Friday, GCU Stadium will “go gold” when the men’s soccer team dedicates a special Run to Fight Night to support the formal launch of the seventh annual GCU Foundation Run to Fight Children’s Cancer — the event’s earliest kickoff ever.
GCU players will wear gold ribbons, a symbol for childhood cancer awareness, and 22 survivors and siblings will walk alongside the team before the game. A booth on the sidewalk behind the north goal will ask attendees to join the fight against pediatric cancer with a special one-night-only registration discount.
“It just makes sense that our race season would begin during Childhood Cancer Awareness Month,” said Debbie Accomazzo, race director and community outreach manager for GCU. “We want to increase our number of participants, volunteers, sponsors and champions who are better educated about the current state of care that’s provided to a child who has received a cancer diagnosis. There have been little to no advancements in treatment in the last 20 years, and the number of children diagnosed each year is increasing.
“It will take a village — it takes a village to survive a cancer diagnosis, particularly when it’s a child, and we are here to rally the village and honor the fight that these kids and families are waging.”
In the United States, approximately 18,000 children from birth to age 19 are diagnosed with cancer every year, and yet the funding for pediatric cancer research remains below 5 percent.
The seventh annual Run to Fight Children’s Cancer 5K/10K and Cancer Survivors Walk is scheduled for Saturday, March 11, on campus. With more than 3,000 runners and spectators, the race helps bring hope and attention each year to the families and friends of the little troopers battling cancer.
GCU men's soccer coach Schellas Hyndman said it’s an event the team is proud to support.
Members of the team showed their support for the community-wide initiative last March when they cheered on participants at the beginning of the race, set up an inflatable goal and donated signed soccer balls to the cancer fighters.

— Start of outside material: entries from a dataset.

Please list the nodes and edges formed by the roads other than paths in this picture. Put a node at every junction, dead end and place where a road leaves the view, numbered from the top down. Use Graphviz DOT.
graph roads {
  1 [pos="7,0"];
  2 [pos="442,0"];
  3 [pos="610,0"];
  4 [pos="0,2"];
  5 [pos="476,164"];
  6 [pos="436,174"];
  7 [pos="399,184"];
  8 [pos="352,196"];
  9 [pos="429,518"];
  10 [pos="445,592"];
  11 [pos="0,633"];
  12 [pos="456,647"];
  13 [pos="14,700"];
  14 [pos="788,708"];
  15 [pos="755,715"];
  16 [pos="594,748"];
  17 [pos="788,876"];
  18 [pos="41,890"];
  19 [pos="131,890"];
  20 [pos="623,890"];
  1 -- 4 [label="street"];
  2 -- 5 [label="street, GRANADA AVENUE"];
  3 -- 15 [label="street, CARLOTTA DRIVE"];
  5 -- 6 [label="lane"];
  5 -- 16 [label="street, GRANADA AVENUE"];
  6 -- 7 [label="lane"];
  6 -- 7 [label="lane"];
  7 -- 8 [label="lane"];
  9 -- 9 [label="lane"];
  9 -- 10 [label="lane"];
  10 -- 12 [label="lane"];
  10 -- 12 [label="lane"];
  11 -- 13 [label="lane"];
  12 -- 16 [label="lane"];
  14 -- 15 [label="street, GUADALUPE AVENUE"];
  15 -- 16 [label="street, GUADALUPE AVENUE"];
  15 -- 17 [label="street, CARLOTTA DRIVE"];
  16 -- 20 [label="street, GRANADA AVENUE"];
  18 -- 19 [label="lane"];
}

“We were absolutely touched,” Hyndman said. “When you see the children's faces, they’re always smiling, but when you look at their parents you know the pain that they’re in. So for us this is an important event.”

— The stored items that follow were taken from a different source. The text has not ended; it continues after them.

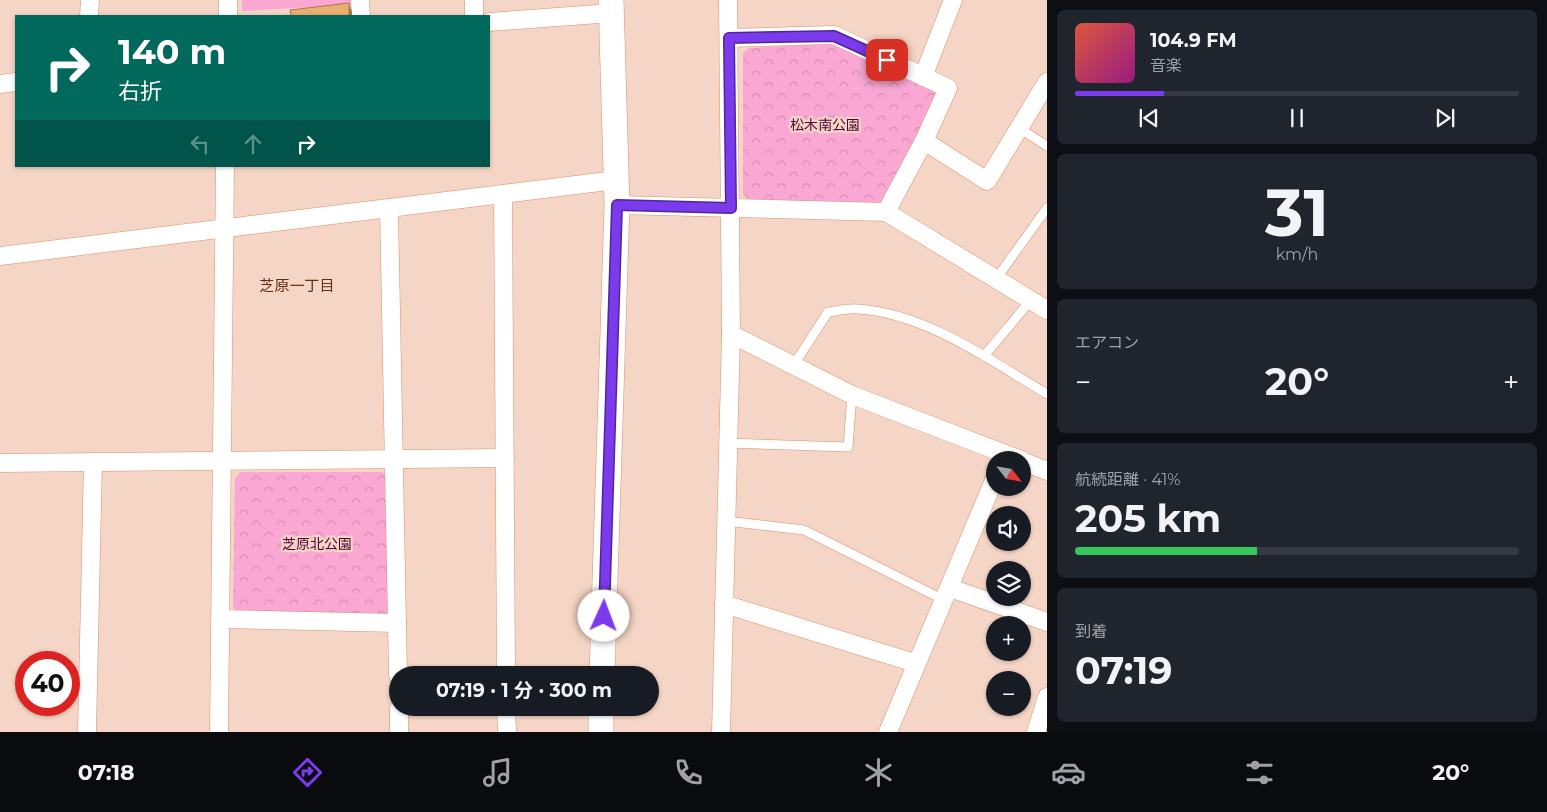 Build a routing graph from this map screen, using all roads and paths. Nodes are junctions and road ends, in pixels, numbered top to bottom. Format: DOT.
graph roads {
  1 [pos="90,0"];
  2 [pos="228,0"];
  3 [pos="360,0"];
  4 [pos="474,0"];
  5 [pos="728,0"];
  6 [pos="953,0"];
  7 [pos="612,7"];
  8 [pos="90,15"];
  9 [pos="228,15"];
  10 [pos="361,15"];
  11 [pos="474,15"];
  12 [pos="490,22"];
  13 [pos="729,38"];
  14 [pos="923,77"];
  15 [pos="15,82"];
  16 [pos="1047,82"];
  17 [pos="0,84"];
  18 [pos="1019,128"];
  19 [pos="924,141"];
  20 [pos="1047,146"];
  21 [pos="225,167"];
  22 [pos="616,180"];
  23 [pos="503,194"];
  24 [pos="617,205"];
  25 [pos="389,208"];
  26 [pos="731,208"];
  27 [pos="1047,208"];
  28 [pos="886,212"];
  29 [pos="224,228"];
  30 [pos="0,256"];
  31 [pos="996,279"];
  32 [pos="1031,300"];
  33 [pos="1047,310"];
  34 [pos="731,334"];
  35 [pos="984,356"];
  36 [pos="793,366"];
  37 [pos="1047,394"];
  38 [pos="852,395"];
  39 [pos="728,443"];
  40 [pos="993,451"];
  41 [pos="505,458"];
  42 [pos="394,459"];
  43 [pos="222,460"];
  44 [pos="93,462"];
  45 [pos="0,463"];
  46 [pos="1031,465"];
  47 [pos="1047,471"];
  48 [pos="988,496"];
  49 [pos="726,520"];
  50 [pos="947,594"];
  51 [pos="724,604"];
  52 [pos="221,619"];
  53 [pos="1047,622"];
  54 [pos="397,623"];
  55 [pos="915,663"];
  56 [pos="398,666"];
  57 [pos="506,666"];
  58 [pos="602,666"];
  59 [pos="1047,697"];
  60 [pos="399,716"];
  61 [pos="506,716"];
  62 [pos="601,716"];
  63 [pos="87,732"];
  64 [pos="219,732"];
  65 [pos="399,732"];
  66 [pos="506,732"];
  67 [pos="601,732"];
  68 [pos="721,732"];
  69 [pos="888,732"];
  70 [pos="1036,732"];
  1 -- 8 [label="street"];
  2 -- 9 [label="street"];
  3 -- 10 [label="street"];
  4 -- 11 [label="street"];
  5 -- 13 [label="street"];
  6 -- 14 [label="street"];
  7 -- 12 [label="street"];
  7 -- 22 [label="street"];
  13 -- 14 [label="street"];
  13 -- 26 [label="street"];
  14 -- 19 [label="street"];
  15 -- 17 [label="street"];
  16 -- 18 [label="street"];
  18 -- 19 [label="street"];
  18 -- 20 [label="lane"];
  19 -- 28 [label="street"];
  21 -- 29 [label="street"];
  22 -- 23 [label="street"];
  22 -- 24 [label="street"];
  23 -- 25 [label="street"];
  23 -- 41 [label="street"];
  24 -- 26 [label="street"];
  24 -- 58 [label="street"];
  25 -- 29 [label="street"];
  25 -- 42 [label="street"];
  26 -- 28 [label="street"];
  26 -- 34 [label="street"];
  27 -- 31 [label="lane"];
  28 -- 31 [label="street"];
  29 -- 30 [label="street"];
  29 -- 43 [label="street"];
  31 -- 32 [label="street"];
  32 -- 33 [label="street"];
  32 -- 35 [label="lane"];
  34 -- 36 [label="street"];
  34 -- 39 [label="street"];
  35 -- 36 [label="lane"];
  35 -- 37 [label="lane"];
  36 -- 38 [label="street"];
  38 -- 39 [label="lane"];
  38 -- 40 [label="street"];
  39 -- 49 [label="street"];
  41 -- 42 [label="street"];
  41 -- 57 [label="street"];
  42 -- 43 [label="street"];
  42 -- 54 [label="street"];
  43 -- 44 [label="street"];
  43 -- 52 [label="street"];
  44 -- 45 [label="street"];
  44 -- 63 [label="street"];
  46 -- 47 [label="street"];
  48 -- 50 [label="street"];
  49 -- 50 [label="lane"];
  49 -- 51 [label="street"];
  50 -- 53 [label="street"];
  50 -- 55 [label="street"];
  51 -- 55 [label="street"];
  51 -- 68 [label="street"];
  52 -- 54 [label="street"];
  52 -- 64 [label="street"];
  54 -- 56 [label="street"];
  55 -- 69 [label="street"];
  59 -- 70 [label="street"];
  60 -- 65 [label="street"];
  61 -- 66 [label="street"];
  62 -- 67 [label="street"];
}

As GCU and guests prepare to honor the 2017 race starter at Friday night’s event, Ildi Kerr reflected on her family’s journey with pediatric cancer in a commentary published by the Arizona Republic.
Her daughter, Emma, was diagnosed with cancer in 2014. Last year, the 11-year-old Phoenix girl missed 81 days of fifth grade because of cancer treatments and resulting infections. She pulled through after 55 days at Phoenix Children’s Hospital.
Kerr described being the race starter as the “highlight of Emma’s year” but said she is ready to wholeheartedly pass on the opportunity to the new race starter.
“GCU really gave Emma and our family something to look forward to, and it also gave Emma a drive when she got home,” Kerr said. “Emma pushed herself into physical therapy to get out of her wheelchair by the time of the race.”
And she did. Emma surprised everyone during the Cancer Survivors Walk when she pulled herself up and pushed her own wheelchair across the finish line right alongside the other radiant cancer warriors.
“That was huge, and I think that drive came from the passionate support,” Kerr said. “We’re proud and honored to have been the honorary race family, and we will look back with such great memories.”